▶ _What to produce_: Which lines of the entries contain the string "Left"? Please find them and copy them.

▶ _Supplied data_:
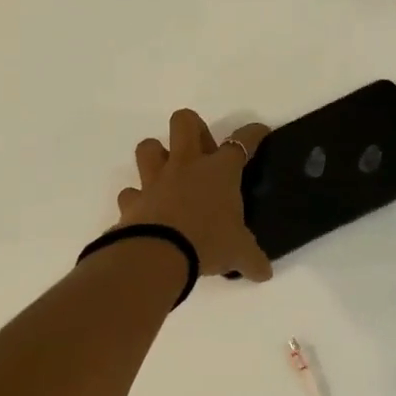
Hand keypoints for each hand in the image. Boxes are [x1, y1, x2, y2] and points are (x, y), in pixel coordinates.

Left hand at [116, 109, 273, 283]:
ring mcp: (155, 180)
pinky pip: (131, 192)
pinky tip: (146, 210)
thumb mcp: (239, 253)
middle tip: (203, 152)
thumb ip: (253, 260)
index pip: (241, 142)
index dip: (252, 134)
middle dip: (194, 128)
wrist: (159, 255)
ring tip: (169, 174)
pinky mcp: (133, 200)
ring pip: (148, 146)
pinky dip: (137, 199)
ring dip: (157, 155)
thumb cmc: (209, 243)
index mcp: (220, 171)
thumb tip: (265, 273)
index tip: (258, 131)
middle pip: (185, 122)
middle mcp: (186, 166)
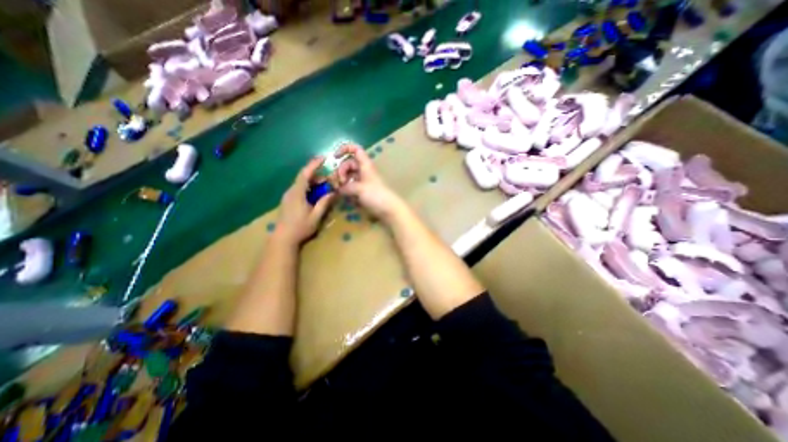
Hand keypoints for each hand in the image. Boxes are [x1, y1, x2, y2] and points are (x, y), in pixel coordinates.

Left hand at [275, 156, 334, 244]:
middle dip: (317, 176)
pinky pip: (299, 190)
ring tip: (324, 188)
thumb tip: (333, 192)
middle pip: (304, 178)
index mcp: (297, 193)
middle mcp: (291, 191)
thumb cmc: (300, 227)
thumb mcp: (316, 216)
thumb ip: (324, 203)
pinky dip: (308, 188)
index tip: (323, 158)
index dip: (314, 164)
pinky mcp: (288, 201)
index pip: (305, 174)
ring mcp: (288, 196)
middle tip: (329, 181)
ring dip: (313, 183)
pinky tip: (315, 195)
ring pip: (301, 184)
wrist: (283, 238)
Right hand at [333, 143, 404, 222]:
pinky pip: (352, 187)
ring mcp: (364, 182)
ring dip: (343, 182)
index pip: (355, 149)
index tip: (335, 157)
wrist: (389, 210)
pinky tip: (347, 198)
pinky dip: (347, 190)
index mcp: (365, 165)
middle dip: (341, 171)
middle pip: (348, 164)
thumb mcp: (359, 189)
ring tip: (340, 191)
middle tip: (339, 183)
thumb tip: (337, 188)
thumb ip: (346, 187)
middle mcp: (364, 171)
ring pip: (349, 176)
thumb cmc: (376, 196)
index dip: (345, 149)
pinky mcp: (364, 192)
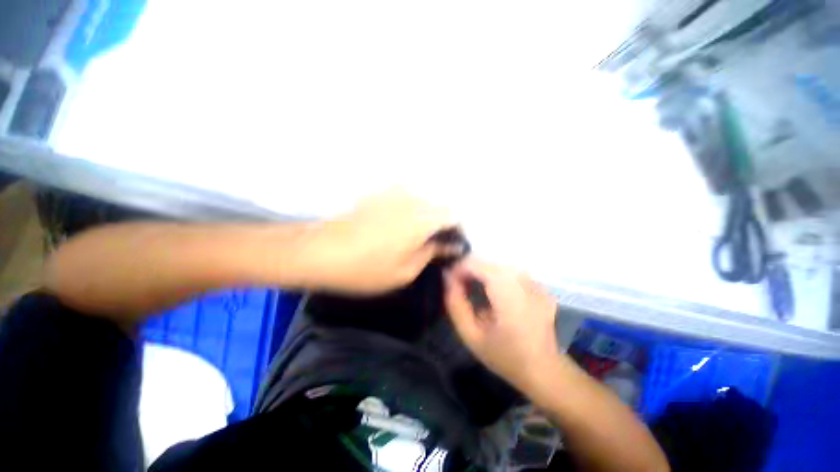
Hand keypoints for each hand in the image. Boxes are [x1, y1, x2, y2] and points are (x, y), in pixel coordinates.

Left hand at [305, 190, 459, 293]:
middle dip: (442, 224)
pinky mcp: (378, 193)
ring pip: (422, 201)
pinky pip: (405, 198)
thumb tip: (447, 245)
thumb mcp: (404, 272)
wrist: (319, 251)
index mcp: (422, 219)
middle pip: (439, 206)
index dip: (456, 230)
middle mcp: (412, 199)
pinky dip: (410, 210)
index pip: (453, 216)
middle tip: (434, 243)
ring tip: (415, 236)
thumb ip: (431, 254)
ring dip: (426, 216)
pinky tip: (397, 226)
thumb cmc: (365, 268)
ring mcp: (393, 193)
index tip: (451, 245)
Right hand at [444, 258, 560, 392]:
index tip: (449, 280)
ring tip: (472, 288)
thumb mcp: (471, 335)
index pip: (478, 264)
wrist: (544, 369)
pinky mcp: (539, 283)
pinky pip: (509, 271)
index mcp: (510, 297)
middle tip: (458, 287)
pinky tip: (492, 292)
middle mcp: (525, 282)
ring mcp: (535, 281)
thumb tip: (447, 276)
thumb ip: (455, 304)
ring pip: (497, 264)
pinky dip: (495, 276)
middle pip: (487, 262)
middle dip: (468, 269)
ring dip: (480, 272)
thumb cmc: (505, 356)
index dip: (459, 267)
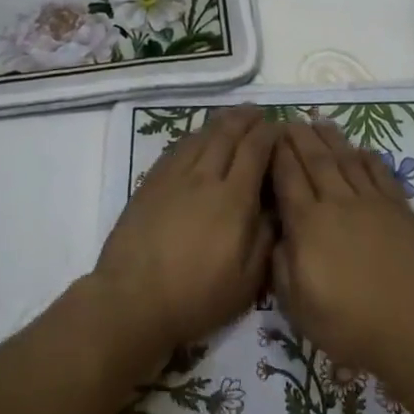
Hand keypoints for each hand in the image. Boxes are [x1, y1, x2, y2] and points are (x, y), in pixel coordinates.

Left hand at [92, 106, 276, 368]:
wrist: (132, 301)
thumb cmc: (196, 298)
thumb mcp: (247, 281)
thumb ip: (266, 238)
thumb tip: (276, 206)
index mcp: (233, 199)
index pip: (256, 150)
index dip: (271, 134)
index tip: (281, 127)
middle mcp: (204, 178)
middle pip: (228, 134)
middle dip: (247, 119)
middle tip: (259, 112)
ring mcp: (173, 177)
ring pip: (201, 136)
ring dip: (221, 122)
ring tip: (234, 117)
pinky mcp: (150, 183)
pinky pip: (176, 148)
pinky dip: (194, 136)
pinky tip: (199, 137)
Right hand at [270, 121, 413, 382]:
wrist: (413, 325)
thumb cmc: (348, 323)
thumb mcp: (297, 305)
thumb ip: (281, 265)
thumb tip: (279, 235)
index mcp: (307, 225)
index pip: (287, 178)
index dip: (277, 154)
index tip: (269, 136)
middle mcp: (336, 203)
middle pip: (315, 160)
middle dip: (299, 137)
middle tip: (289, 120)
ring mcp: (370, 202)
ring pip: (346, 159)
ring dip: (330, 138)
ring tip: (318, 121)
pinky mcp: (398, 207)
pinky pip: (379, 171)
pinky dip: (367, 156)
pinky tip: (359, 148)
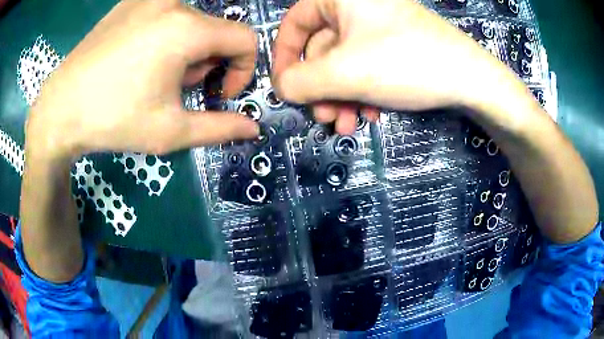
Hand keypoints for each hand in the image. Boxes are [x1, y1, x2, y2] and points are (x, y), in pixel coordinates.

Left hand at [26, 0, 258, 159]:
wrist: (60, 109)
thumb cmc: (113, 121)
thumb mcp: (170, 131)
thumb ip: (219, 128)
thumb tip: (253, 128)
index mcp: (187, 29)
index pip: (245, 39)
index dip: (243, 70)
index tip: (220, 94)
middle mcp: (173, 3)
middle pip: (215, 31)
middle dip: (206, 64)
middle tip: (176, 91)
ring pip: (191, 22)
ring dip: (186, 51)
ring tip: (154, 76)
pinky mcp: (130, 2)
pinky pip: (166, 14)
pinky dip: (166, 36)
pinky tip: (139, 58)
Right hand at [272, 0, 502, 133]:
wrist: (470, 79)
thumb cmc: (407, 62)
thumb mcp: (346, 72)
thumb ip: (301, 81)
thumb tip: (280, 87)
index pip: (294, 24)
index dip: (284, 57)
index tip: (285, 88)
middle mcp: (356, 7)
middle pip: (321, 49)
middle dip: (321, 88)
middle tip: (325, 118)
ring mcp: (377, 26)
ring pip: (343, 63)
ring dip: (341, 96)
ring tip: (348, 124)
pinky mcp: (393, 44)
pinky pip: (364, 66)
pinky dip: (362, 91)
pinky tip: (371, 113)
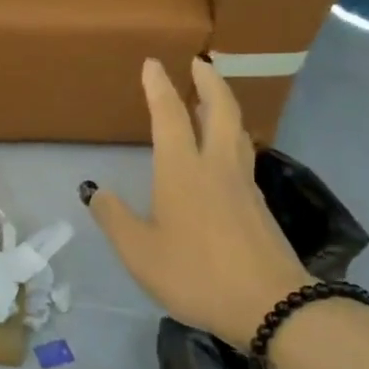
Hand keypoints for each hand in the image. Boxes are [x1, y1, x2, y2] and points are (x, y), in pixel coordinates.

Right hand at [84, 57, 308, 348]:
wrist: (272, 306)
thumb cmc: (196, 275)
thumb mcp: (140, 253)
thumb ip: (115, 218)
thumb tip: (96, 191)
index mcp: (183, 171)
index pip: (170, 116)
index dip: (159, 87)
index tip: (154, 63)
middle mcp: (216, 167)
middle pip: (220, 110)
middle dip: (209, 81)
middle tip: (199, 62)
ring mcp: (243, 185)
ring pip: (236, 131)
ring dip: (223, 106)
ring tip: (211, 99)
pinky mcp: (258, 206)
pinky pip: (242, 156)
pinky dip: (231, 138)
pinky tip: (222, 154)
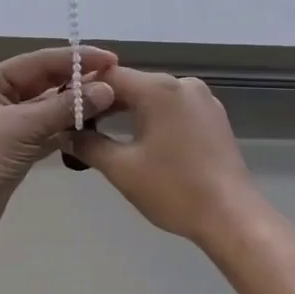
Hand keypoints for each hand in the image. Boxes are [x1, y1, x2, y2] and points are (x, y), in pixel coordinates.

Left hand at [0, 46, 117, 245]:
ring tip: (111, 102)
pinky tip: (93, 127)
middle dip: (78, 81)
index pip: (39, 61)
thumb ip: (65, 107)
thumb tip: (106, 90)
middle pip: (45, 82)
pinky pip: (48, 131)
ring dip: (75, 106)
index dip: (76, 59)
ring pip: (48, 108)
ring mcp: (8, 125)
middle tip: (116, 80)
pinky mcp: (17, 149)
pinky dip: (67, 129)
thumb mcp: (22, 127)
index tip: (110, 59)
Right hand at [67, 68, 268, 247]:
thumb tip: (64, 133)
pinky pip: (173, 109)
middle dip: (104, 103)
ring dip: (128, 113)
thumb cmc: (174, 189)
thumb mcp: (122, 168)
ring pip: (154, 97)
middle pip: (133, 85)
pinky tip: (140, 142)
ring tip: (102, 135)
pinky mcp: (214, 118)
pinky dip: (153, 120)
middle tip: (77, 127)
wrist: (232, 217)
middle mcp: (183, 84)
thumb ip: (88, 145)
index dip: (82, 90)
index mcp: (159, 89)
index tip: (63, 110)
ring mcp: (203, 100)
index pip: (109, 77)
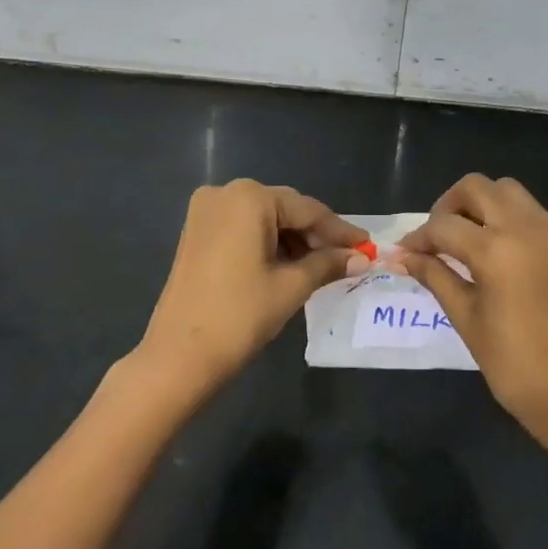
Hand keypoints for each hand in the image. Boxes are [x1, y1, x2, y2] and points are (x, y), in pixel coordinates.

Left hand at [138, 180, 366, 394]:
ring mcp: (205, 212)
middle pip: (284, 210)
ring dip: (293, 241)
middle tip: (347, 259)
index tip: (367, 246)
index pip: (308, 210)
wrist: (180, 355)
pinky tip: (290, 265)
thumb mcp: (291, 287)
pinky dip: (268, 244)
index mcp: (249, 198)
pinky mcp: (196, 233)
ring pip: (264, 220)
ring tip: (322, 267)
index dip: (340, 230)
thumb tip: (360, 259)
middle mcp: (224, 193)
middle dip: (316, 235)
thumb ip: (327, 265)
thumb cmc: (240, 315)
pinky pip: (243, 229)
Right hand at [399, 174, 547, 445]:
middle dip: (450, 206)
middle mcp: (529, 229)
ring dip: (485, 208)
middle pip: (478, 187)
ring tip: (472, 240)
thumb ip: (434, 275)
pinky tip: (508, 258)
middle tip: (440, 237)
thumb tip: (403, 257)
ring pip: (512, 194)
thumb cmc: (509, 361)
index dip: (419, 238)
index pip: (444, 225)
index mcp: (496, 250)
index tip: (407, 253)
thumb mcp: (464, 315)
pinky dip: (516, 225)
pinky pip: (539, 218)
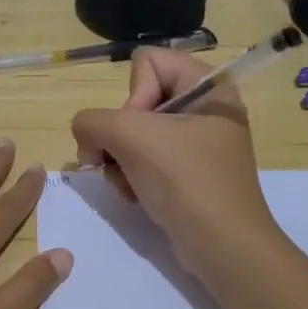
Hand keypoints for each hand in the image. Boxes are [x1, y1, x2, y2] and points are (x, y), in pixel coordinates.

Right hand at [70, 48, 282, 278]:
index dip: (133, 96)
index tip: (138, 130)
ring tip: (126, 185)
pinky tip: (134, 196)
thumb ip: (92, 121)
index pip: (148, 62)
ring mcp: (197, 145)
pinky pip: (146, 161)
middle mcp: (205, 110)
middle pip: (137, 101)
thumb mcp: (130, 136)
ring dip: (120, 161)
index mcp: (209, 87)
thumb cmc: (185, 180)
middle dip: (120, 136)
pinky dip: (132, 177)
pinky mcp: (188, 175)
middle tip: (120, 161)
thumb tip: (85, 134)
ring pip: (135, 135)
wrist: (222, 246)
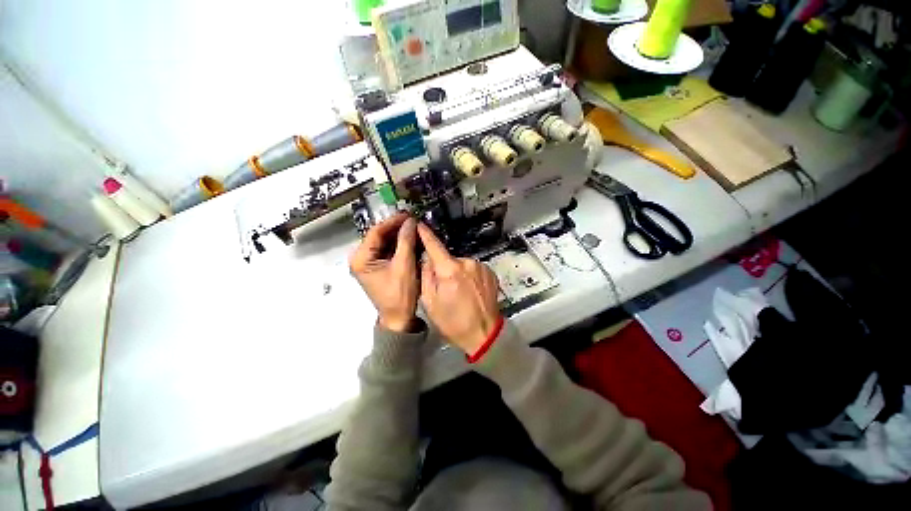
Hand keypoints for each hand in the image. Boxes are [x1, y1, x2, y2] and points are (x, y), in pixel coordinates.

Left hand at [350, 213, 419, 332]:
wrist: (399, 318)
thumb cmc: (399, 294)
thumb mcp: (404, 266)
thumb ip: (406, 241)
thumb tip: (410, 221)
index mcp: (360, 259)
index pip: (375, 232)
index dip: (392, 222)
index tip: (408, 214)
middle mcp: (361, 259)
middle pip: (379, 236)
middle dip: (397, 228)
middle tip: (413, 220)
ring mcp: (369, 263)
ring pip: (385, 243)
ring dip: (399, 235)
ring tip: (414, 227)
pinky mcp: (378, 267)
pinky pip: (388, 251)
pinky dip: (400, 245)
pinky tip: (411, 239)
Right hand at [417, 223, 501, 354]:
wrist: (484, 334)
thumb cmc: (453, 322)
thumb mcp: (430, 302)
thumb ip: (426, 275)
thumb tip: (426, 258)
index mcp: (450, 270)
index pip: (434, 245)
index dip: (425, 234)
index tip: (419, 225)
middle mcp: (467, 263)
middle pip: (448, 258)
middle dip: (443, 267)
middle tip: (443, 286)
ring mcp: (481, 267)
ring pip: (461, 264)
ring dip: (457, 272)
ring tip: (459, 292)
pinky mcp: (490, 272)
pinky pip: (473, 269)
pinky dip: (469, 275)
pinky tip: (470, 291)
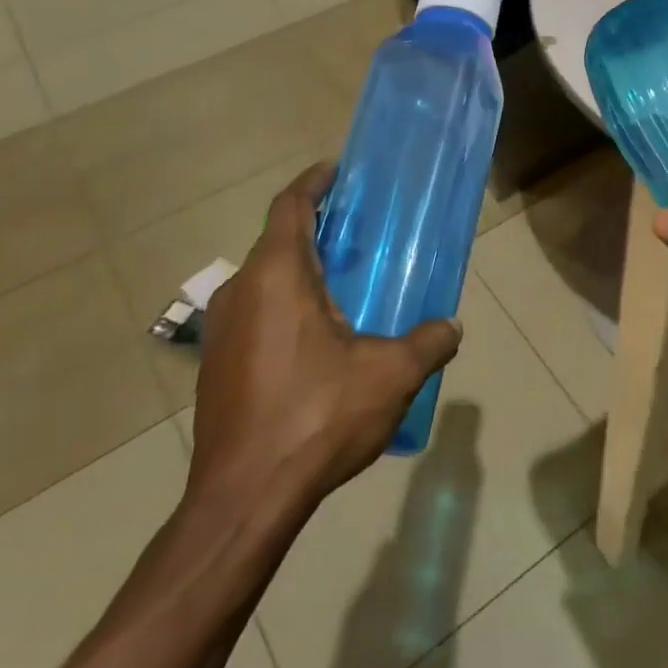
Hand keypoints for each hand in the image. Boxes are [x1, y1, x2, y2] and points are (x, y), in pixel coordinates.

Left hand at [189, 163, 461, 509]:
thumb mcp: (391, 374)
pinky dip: (286, 308)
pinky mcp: (216, 368)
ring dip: (300, 272)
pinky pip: (255, 316)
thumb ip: (428, 342)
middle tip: (358, 233)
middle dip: (315, 229)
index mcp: (277, 276)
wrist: (244, 498)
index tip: (336, 170)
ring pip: (264, 281)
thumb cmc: (317, 416)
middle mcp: (241, 292)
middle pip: (277, 241)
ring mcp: (221, 332)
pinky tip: (319, 342)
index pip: (290, 207)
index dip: (313, 183)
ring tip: (345, 286)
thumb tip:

▶ _Solution for this problem_:
Left hand at [116, 109, 273, 283]:
Left hand at [275, 156, 334, 244]:
Left hand at [305, 190, 459, 293]:
Left hand at [92, 106, 276, 368]:
Left hand at [26, 0, 258, 159]:
Left hand at [0, 46, 117, 245]:
Left hand at [138, 180, 366, 394]:
Left hand at [350, 213, 419, 332]:
Left hand at [189, 163, 461, 509]:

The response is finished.